Литмир - Электронная Библиотека

При помощи своего фельянтинского Духовника – сначала дона Франсуа, а затем дона Раймона св. Бернара – Мари нашла слова для описания не только грехов, но и видений. Именно Духовник посоветовал ей поручить свою душу Христу и потом рассказать, что из этого выйдет. Духовник позволял Мари изнурять плоть веригами, крапивой, вретищем и ложем из голых досок, а также одобрял прочие способы самоуничижения, к которым она прибегала в обыденной жизни. Но он отказал Мари в просьбе прибить на дверях храма список всех когда-либо совершенных ею прегрешений (за собственноручной подписью), дабы каждый мог облить ее презрением236. Он же способствовал тому, чтобы ее религиозный опыт воплотился прежде всего в сочинительстве, подтолкнув Мари к культуре образованных людей, в которую католички из купеческого или ремесленного сословия обычно не углублялись: сестра Мари, Клод, была грамотной, однако после ее смерти в 1640‐х годах среди домашних вещей оказалось несколько живописных полотен на религиозные темы – и ни одной книги237.

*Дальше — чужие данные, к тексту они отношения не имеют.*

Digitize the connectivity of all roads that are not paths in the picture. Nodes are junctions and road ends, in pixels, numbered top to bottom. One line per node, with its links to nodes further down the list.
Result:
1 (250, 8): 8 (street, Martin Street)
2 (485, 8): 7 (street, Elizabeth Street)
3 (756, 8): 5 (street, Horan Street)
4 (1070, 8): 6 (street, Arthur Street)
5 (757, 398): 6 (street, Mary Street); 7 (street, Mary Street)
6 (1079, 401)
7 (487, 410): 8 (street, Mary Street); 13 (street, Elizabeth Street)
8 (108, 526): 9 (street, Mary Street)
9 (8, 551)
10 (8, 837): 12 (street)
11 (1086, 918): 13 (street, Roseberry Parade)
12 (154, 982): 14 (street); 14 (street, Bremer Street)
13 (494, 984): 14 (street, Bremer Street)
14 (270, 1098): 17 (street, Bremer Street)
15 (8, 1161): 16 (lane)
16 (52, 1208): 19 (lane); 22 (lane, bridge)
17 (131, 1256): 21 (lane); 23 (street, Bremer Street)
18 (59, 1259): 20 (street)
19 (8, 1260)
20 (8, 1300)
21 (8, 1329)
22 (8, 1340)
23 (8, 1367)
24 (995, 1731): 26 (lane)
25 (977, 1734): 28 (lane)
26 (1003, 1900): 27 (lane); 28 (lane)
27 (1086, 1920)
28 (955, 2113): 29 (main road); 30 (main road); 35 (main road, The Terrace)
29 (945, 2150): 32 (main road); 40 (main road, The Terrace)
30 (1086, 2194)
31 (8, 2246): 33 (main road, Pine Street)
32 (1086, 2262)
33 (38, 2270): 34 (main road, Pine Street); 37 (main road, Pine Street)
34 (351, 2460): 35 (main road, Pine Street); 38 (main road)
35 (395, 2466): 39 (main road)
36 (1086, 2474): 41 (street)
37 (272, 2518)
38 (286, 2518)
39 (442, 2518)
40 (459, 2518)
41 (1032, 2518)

Развитие Гюйар за этот период, от двадцати до тридцати лет, можно вкратце охарактеризовать словами «общение с Всевышним» и «умерщвление плоти». Считалось, что обоими этими действиями своенравное «я» вытесняется со своих позиций и уничтожается. В кутерьме сестринского дома Мари читала по-французски автобиографию Терезы Авильской, которую только что причислили к лику святых, лувенское издание Священного Писания для католиков (ее особенно заинтересовала Песнь Песней) и рекомендованные Духовником мистические сочинения, автором которых считался св. Дионисий Ареопагит. Книги о мысленной (т. е. внутренней, немой) молитве предписывали регулярные занятия медитацией – по «системе», с «предварением, подготовкой, разделением на задачи и ступени»; такие технические приемы призваны были не дать душе соскользнуть к непокорству и ложным озарениям, однако у Мари от них безумно разбаливалась голова. На этом этапе дон Раймон запретил ей целенаправленные попытки достичь Бога и посоветовал пассивно отдать душу на волю божественного Духа. Он не боялся, что она, как слабохарактерная женщина, поддастся козням дьявола238.

Совет дона Раймона пошел впрок. Господь заставил ее говорить с Христом «на языке, недоступном для естественного существа», и Мари стал посещать ее Возлюбленный, который отпечатывал божественное Слово прямо в ее душе. «Никакие книги, никакие ученые занятия, – пишет она, – не могут научить сему неземному способу разговора»239. Такое общение могло случиться внезапно, например во время литургии у фельянтинцев. Мари не сводила глаз с фигуры серафима на алтаре – и вдруг ей совершенно очевидно открывалось значение Троицы, ее единства и различий; или же Мари молилась перед таинством причащения, когда Бог давал ей понять, что он похож на безбрежное море, которое не терпит никакой скверны240. На волнах этого моря она чувствовала себя в безопасности, если ей нужно было по Бюиссоновым делам заглянуть в мастерскую гугенота или иметь дело с «крикливыми неотесанными слугами» на конюшне241. Бог мог подстеречь ее и на пути куда-нибудь – посередине улицы, в подвале – или в промежутке между сном и бодрствованием, когда единение ее души с «обожаемым» Воплощенным Словом делалось столь сильным, что сердце Мари, казалось, покидало ее тело, дабы слиться воедино с Его сердцем242.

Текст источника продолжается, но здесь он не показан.